## WHAT IS EXPECTED
Copy out every line of the data that has the word "Толстого" somewhere in it.

(Saved data entries)
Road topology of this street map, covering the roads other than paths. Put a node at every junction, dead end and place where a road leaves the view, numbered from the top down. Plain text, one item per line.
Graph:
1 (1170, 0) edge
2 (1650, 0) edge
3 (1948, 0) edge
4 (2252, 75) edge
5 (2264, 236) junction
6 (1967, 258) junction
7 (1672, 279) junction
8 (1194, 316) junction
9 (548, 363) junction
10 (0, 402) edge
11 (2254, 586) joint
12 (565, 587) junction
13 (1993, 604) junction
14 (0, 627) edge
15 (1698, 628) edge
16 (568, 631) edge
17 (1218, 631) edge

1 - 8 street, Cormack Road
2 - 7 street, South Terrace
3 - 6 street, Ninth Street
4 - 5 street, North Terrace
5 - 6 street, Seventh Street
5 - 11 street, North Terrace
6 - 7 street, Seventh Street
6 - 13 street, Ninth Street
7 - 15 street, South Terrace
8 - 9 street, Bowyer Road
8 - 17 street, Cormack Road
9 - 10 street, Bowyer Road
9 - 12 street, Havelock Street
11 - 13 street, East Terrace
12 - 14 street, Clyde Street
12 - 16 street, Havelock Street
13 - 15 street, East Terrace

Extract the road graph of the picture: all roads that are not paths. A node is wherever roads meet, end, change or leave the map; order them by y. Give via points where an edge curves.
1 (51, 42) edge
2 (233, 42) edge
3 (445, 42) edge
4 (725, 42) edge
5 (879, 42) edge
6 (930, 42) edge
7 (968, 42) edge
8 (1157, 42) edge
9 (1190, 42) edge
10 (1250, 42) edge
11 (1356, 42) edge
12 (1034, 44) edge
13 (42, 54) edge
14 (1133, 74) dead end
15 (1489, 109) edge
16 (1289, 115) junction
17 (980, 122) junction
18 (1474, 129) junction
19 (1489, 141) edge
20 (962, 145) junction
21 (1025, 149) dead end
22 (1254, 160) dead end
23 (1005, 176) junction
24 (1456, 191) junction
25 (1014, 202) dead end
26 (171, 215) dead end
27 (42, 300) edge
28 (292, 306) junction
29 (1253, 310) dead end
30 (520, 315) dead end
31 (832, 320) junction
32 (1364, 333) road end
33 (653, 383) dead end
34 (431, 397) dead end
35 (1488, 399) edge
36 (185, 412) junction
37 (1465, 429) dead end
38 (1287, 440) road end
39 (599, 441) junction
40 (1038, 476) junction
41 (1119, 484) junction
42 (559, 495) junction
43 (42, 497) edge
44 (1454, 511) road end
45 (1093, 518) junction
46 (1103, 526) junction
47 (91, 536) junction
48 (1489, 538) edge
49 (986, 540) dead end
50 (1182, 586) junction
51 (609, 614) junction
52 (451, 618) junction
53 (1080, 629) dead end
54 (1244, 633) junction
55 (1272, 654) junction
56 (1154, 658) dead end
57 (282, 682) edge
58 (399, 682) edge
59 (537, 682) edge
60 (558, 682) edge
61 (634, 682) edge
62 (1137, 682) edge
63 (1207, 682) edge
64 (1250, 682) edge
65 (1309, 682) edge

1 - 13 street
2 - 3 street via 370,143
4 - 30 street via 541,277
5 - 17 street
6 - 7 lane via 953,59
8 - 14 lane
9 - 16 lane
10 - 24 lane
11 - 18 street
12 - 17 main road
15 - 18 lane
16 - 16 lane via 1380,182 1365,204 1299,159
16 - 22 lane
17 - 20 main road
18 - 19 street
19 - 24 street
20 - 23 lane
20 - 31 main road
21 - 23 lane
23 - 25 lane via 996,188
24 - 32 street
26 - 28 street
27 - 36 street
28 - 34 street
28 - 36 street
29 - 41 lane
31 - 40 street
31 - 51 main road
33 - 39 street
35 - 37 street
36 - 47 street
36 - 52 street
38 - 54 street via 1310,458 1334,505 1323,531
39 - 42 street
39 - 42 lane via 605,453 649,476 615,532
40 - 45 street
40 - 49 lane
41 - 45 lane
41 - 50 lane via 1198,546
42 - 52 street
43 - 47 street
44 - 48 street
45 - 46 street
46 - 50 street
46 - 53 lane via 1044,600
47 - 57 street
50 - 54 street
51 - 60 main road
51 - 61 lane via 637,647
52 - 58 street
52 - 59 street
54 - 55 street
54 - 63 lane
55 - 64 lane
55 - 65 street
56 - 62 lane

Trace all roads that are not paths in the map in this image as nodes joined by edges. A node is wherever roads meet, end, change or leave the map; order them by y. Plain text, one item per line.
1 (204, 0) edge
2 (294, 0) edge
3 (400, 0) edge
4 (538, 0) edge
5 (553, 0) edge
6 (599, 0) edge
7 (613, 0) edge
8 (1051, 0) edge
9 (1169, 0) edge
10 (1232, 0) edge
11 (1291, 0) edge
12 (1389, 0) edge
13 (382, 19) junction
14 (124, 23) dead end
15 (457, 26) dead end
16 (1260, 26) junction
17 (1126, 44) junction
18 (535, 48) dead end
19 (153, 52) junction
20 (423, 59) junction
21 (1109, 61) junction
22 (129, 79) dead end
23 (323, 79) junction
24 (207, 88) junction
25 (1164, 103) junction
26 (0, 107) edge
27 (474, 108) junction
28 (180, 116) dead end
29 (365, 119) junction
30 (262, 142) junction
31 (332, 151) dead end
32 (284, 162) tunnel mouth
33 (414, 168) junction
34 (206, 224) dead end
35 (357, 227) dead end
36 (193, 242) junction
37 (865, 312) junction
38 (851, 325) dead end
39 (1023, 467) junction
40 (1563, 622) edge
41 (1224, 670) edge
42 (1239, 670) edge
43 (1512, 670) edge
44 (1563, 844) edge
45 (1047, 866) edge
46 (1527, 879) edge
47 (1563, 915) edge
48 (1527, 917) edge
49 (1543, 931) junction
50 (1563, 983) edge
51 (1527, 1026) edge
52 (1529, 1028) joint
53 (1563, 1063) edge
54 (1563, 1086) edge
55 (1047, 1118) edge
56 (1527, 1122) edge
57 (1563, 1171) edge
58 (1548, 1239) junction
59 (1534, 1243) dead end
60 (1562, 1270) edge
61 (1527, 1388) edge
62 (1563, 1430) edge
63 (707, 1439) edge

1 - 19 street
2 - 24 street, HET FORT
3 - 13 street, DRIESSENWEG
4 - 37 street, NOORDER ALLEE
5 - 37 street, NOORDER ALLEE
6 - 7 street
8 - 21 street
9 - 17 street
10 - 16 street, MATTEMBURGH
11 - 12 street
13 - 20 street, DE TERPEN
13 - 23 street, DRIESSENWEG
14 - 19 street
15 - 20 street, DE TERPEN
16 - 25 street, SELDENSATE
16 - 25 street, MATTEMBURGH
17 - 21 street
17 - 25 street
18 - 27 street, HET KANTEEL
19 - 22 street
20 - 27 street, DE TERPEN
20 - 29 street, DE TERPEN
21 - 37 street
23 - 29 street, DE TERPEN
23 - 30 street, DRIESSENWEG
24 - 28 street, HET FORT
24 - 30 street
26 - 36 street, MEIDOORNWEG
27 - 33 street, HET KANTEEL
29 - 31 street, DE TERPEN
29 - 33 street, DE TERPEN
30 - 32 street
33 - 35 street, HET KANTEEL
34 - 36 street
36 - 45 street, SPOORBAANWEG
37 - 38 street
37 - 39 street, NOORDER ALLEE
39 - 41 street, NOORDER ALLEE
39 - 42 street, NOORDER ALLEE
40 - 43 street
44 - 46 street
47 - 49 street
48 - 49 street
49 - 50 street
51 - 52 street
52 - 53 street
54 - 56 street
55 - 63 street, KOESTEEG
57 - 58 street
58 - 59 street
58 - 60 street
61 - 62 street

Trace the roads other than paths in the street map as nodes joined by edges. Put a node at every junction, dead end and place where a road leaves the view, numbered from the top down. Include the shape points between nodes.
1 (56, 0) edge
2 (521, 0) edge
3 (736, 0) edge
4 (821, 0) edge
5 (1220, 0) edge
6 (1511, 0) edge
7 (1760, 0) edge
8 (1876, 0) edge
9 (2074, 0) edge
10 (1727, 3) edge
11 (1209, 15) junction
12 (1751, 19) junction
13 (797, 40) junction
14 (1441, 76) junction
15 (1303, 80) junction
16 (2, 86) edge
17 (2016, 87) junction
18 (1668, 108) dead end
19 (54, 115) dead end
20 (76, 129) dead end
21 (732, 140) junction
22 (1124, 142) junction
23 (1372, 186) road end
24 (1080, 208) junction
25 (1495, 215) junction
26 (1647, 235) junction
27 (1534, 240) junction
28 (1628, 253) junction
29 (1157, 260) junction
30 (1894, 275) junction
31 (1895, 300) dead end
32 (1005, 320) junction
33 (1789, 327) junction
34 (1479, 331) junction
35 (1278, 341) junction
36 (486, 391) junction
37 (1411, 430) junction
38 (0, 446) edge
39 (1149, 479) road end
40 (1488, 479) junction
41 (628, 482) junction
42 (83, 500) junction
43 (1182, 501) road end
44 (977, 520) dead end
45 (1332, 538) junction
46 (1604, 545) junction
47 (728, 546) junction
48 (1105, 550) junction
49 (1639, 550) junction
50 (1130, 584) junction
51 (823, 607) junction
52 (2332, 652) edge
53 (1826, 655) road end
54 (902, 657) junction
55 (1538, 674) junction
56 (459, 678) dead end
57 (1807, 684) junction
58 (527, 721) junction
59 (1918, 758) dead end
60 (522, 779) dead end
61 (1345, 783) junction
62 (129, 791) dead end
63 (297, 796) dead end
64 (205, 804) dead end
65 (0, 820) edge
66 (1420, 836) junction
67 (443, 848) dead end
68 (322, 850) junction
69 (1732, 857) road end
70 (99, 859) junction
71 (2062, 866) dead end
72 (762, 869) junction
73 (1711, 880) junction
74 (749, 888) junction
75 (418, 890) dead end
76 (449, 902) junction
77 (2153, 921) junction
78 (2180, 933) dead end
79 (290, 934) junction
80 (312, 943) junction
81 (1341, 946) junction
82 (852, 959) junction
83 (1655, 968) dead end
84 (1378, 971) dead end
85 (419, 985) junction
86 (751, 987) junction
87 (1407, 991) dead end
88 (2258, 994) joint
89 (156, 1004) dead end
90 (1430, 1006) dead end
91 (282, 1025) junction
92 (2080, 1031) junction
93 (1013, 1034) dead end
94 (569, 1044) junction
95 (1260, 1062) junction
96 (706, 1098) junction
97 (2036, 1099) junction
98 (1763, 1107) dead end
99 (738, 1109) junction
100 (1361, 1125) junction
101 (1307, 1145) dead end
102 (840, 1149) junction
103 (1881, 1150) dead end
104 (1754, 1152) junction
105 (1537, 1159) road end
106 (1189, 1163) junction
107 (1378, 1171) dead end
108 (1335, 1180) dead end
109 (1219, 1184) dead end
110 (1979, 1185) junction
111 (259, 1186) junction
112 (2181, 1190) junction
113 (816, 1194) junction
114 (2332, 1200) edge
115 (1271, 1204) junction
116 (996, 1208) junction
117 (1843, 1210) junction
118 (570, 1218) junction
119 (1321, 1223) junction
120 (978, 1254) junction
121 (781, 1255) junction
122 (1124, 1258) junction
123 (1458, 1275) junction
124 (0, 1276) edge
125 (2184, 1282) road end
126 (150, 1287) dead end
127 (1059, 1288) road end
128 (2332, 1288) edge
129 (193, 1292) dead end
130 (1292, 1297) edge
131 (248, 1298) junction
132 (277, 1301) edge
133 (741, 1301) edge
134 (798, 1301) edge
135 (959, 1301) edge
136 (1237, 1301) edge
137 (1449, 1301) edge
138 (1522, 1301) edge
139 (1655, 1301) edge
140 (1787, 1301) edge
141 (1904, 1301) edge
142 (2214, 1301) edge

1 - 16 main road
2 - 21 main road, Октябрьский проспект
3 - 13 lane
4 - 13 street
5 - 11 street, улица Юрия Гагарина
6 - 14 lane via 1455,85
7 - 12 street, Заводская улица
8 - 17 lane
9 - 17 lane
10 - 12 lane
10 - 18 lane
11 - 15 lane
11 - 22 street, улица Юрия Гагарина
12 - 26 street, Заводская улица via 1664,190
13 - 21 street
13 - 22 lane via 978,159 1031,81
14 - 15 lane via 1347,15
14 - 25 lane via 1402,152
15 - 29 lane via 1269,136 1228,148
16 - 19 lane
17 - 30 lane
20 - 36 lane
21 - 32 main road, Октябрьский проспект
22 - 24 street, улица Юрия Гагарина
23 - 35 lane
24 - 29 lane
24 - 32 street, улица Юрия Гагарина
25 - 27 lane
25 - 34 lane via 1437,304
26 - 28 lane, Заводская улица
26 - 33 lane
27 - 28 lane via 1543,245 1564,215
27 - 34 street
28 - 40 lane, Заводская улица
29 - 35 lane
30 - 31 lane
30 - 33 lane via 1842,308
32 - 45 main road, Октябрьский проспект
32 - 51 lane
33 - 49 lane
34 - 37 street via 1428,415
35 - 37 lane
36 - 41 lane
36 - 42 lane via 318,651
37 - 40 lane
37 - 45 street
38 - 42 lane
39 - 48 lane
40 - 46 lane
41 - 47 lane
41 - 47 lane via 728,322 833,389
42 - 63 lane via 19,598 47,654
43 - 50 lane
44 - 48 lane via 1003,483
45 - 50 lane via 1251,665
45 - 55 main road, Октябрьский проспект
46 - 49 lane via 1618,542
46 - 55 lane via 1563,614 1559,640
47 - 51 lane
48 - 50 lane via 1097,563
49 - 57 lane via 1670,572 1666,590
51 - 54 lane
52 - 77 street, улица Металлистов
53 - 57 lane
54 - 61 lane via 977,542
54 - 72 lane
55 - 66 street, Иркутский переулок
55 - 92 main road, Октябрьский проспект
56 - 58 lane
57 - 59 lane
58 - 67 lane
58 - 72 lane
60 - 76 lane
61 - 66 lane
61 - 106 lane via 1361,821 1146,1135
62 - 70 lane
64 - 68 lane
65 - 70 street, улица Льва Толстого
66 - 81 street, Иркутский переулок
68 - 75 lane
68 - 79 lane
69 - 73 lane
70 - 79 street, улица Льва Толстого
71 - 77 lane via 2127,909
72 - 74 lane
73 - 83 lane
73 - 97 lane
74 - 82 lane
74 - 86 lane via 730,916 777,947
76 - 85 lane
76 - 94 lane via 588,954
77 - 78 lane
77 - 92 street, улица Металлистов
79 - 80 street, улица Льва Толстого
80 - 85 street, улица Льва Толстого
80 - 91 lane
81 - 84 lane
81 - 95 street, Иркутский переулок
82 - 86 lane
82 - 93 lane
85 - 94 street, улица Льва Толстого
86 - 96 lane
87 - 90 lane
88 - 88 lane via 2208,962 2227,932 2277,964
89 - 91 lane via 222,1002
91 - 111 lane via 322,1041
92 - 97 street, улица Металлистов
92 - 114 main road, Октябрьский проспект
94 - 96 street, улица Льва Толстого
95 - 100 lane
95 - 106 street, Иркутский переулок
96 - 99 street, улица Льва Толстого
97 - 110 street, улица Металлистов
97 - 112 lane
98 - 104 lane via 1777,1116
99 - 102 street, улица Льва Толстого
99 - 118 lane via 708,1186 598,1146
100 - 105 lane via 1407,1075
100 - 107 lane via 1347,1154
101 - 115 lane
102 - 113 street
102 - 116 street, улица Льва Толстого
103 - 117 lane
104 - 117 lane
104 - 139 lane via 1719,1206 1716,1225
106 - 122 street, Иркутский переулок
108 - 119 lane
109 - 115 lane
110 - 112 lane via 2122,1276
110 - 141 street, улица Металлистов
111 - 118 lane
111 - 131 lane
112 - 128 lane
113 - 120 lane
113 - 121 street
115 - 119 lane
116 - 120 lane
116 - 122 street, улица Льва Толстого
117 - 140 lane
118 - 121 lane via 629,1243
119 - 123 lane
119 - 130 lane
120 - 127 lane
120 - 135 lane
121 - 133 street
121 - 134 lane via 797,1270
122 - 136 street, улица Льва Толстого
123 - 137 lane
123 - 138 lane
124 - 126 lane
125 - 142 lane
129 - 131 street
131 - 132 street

## FINISHED EXERCISE
65 - 70 street, улица Льва Толстого
70 - 79 street, улица Льва Толстого
79 - 80 street, улица Льва Толстого
80 - 85 street, улица Льва Толстого
85 - 94 street, улица Льва Толстого
94 - 96 street, улица Льва Толстого
96 - 99 street, улица Льва Толстого
99 - 102 street, улица Льва Толстого
102 - 116 street, улица Льва Толстого
116 - 122 street, улица Льва Толстого
122 - 136 street, улица Льва Толстого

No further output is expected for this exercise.